__What you have to do__: Pick out each line of the records in which the word "Feet" appears.

__Extracted material__:
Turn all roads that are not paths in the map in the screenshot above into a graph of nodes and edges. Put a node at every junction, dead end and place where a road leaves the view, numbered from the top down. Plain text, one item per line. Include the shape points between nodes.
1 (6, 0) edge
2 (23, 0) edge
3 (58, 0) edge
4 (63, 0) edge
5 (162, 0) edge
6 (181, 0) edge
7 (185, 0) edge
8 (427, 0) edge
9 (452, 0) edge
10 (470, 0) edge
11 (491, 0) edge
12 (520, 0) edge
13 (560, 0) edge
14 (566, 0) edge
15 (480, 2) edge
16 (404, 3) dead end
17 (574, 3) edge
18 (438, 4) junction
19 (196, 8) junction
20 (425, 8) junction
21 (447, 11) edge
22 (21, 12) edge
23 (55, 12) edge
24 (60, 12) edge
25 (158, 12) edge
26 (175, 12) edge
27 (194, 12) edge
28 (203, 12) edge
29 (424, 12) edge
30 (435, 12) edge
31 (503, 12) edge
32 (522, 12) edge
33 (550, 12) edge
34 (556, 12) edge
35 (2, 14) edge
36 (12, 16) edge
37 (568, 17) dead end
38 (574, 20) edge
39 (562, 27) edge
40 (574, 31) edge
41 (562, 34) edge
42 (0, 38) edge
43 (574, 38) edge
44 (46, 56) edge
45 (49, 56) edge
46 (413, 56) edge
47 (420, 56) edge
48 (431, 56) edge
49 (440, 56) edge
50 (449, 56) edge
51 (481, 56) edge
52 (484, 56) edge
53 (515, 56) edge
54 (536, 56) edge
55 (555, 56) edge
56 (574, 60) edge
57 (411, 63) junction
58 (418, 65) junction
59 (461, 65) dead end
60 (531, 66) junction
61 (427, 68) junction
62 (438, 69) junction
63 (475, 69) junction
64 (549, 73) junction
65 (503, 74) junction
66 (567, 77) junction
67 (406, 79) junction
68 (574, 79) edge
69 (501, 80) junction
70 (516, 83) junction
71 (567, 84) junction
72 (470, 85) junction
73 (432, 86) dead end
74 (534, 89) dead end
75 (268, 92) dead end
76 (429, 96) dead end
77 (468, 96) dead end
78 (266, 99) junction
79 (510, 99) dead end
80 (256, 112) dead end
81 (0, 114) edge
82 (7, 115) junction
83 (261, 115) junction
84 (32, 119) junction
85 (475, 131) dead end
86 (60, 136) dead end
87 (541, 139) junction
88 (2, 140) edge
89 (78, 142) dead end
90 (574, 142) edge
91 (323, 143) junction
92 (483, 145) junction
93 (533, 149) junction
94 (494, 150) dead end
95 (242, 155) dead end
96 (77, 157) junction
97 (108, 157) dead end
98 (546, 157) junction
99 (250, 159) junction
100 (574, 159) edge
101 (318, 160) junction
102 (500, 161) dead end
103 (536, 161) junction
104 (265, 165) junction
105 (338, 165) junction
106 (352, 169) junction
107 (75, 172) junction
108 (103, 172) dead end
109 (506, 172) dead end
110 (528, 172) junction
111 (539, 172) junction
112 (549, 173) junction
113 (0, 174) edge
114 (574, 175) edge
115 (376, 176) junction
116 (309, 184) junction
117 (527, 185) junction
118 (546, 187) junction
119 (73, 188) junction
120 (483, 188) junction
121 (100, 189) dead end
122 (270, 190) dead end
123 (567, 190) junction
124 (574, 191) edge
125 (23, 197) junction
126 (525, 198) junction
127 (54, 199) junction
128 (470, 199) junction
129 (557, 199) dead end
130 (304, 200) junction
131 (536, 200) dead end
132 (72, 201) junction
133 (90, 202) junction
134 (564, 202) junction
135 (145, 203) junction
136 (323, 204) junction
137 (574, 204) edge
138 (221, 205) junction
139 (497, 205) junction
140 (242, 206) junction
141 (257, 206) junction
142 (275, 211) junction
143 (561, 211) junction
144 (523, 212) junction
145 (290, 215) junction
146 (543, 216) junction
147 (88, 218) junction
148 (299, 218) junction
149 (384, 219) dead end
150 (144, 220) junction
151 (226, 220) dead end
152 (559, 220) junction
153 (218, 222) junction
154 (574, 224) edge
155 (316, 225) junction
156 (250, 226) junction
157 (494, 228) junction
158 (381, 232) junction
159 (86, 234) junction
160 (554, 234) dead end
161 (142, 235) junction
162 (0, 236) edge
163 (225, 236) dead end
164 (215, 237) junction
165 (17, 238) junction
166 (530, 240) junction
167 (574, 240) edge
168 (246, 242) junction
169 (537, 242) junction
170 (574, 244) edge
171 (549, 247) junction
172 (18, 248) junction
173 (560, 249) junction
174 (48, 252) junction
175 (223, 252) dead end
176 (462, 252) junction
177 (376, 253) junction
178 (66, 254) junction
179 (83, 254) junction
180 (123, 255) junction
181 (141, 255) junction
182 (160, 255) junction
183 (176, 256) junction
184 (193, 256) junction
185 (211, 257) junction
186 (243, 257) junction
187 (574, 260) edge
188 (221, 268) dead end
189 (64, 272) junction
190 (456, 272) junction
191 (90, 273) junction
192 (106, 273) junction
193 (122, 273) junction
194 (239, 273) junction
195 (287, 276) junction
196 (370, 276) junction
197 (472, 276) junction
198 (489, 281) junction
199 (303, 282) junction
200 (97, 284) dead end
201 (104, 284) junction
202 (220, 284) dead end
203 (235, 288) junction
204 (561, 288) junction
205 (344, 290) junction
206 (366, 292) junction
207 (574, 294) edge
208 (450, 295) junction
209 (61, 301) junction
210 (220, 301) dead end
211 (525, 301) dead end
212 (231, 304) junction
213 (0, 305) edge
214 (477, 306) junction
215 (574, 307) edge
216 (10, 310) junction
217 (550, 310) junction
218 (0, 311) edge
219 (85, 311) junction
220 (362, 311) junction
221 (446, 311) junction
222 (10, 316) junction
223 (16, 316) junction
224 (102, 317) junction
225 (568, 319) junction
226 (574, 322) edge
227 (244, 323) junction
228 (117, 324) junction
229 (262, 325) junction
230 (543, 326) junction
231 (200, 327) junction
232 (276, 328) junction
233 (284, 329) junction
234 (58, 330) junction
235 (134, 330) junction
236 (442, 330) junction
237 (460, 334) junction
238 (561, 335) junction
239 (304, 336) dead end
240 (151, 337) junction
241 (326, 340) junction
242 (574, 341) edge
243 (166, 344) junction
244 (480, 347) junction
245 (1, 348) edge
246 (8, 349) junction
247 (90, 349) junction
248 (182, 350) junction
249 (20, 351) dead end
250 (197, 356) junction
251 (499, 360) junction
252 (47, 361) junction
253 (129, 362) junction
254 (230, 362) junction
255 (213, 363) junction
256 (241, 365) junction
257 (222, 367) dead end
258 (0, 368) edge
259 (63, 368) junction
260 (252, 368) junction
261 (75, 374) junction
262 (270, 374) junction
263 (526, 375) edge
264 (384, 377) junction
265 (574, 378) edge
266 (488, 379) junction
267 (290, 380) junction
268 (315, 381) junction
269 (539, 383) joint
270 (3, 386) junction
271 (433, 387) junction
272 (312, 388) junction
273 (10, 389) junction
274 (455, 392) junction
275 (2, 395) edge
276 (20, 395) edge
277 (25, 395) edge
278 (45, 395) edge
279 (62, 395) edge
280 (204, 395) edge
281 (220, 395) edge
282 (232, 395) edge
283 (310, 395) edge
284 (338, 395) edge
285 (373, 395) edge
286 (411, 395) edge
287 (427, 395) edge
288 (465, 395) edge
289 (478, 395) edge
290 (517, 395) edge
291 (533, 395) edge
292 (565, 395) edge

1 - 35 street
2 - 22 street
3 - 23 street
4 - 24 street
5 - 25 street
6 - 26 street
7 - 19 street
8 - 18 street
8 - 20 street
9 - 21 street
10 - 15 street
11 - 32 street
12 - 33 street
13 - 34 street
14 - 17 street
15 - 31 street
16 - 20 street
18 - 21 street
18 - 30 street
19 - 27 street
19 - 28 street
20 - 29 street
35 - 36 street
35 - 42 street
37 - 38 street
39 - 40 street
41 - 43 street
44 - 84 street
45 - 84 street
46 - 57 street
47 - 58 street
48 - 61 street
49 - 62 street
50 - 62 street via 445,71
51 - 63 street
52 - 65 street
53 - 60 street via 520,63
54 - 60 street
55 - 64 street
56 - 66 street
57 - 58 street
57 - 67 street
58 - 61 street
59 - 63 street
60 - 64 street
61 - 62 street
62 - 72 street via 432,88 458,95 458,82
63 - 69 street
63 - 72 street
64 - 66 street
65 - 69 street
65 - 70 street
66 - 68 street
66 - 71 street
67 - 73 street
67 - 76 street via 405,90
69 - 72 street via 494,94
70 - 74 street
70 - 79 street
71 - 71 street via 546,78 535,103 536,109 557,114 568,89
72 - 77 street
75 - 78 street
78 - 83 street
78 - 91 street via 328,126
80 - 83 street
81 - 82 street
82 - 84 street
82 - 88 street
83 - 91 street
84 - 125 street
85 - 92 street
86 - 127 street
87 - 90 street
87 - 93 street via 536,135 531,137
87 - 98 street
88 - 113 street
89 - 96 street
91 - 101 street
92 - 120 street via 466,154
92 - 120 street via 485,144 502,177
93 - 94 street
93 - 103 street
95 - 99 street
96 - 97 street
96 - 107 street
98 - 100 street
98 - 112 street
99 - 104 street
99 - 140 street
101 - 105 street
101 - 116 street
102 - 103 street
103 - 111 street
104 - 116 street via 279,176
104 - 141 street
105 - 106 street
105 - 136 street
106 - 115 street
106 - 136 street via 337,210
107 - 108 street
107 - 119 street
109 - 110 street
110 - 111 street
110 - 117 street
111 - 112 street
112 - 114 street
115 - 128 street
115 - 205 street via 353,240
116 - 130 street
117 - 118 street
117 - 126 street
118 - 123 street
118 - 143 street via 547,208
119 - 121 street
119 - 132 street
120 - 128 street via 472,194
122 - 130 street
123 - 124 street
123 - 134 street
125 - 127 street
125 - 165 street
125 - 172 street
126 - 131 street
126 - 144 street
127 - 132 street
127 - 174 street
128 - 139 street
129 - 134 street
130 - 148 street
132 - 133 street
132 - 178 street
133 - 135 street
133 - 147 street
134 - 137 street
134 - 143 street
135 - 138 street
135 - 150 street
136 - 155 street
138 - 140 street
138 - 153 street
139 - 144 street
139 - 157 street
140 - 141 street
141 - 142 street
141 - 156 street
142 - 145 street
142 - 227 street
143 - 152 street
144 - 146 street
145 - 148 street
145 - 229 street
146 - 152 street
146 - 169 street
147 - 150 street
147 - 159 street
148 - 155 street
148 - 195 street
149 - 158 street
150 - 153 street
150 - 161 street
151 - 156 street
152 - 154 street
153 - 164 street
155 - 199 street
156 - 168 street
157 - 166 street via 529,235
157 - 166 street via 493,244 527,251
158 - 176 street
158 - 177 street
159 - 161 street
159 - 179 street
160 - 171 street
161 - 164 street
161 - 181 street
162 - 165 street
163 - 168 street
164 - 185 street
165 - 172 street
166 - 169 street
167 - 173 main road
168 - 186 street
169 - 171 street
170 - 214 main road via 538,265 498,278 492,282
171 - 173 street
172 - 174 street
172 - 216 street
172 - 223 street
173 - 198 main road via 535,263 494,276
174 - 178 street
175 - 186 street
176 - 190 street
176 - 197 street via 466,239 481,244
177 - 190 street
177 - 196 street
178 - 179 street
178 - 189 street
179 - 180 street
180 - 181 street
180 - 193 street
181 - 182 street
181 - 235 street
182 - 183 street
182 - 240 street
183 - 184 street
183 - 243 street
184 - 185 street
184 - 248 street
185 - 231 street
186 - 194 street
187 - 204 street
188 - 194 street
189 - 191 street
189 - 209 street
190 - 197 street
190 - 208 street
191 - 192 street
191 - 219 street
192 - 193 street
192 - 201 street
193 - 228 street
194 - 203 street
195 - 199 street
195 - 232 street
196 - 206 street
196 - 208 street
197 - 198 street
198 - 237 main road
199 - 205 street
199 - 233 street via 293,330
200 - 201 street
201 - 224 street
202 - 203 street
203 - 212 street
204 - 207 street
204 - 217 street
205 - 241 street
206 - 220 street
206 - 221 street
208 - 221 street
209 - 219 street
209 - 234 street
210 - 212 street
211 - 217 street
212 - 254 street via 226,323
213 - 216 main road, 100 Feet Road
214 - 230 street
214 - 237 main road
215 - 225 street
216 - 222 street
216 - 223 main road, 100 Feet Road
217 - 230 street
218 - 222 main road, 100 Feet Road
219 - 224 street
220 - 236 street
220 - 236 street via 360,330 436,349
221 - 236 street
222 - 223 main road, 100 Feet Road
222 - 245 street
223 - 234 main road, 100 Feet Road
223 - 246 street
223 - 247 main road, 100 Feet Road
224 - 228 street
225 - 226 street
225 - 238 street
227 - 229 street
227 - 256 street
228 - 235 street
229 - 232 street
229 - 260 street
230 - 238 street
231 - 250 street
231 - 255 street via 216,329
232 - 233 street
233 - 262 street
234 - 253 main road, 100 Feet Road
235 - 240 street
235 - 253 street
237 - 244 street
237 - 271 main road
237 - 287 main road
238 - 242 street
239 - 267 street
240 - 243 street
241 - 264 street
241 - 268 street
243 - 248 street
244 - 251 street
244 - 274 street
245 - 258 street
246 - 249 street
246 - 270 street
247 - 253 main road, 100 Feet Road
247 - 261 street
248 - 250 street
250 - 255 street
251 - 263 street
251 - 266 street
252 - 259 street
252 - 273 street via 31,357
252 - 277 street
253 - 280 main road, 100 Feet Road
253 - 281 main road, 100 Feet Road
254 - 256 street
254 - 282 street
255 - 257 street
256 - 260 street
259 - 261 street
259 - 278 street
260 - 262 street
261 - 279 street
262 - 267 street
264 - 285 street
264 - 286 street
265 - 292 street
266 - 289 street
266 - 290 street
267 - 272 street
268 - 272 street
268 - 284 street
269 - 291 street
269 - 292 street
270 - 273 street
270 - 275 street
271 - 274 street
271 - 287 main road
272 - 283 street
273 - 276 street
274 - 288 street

__Exercise output__:
213 - 216 main road, 100 Feet Road
216 - 223 main road, 100 Feet Road
218 - 222 main road, 100 Feet Road
222 - 223 main road, 100 Feet Road
223 - 234 main road, 100 Feet Road
223 - 247 main road, 100 Feet Road
234 - 253 main road, 100 Feet Road
247 - 253 main road, 100 Feet Road
253 - 280 main road, 100 Feet Road
253 - 281 main road, 100 Feet Road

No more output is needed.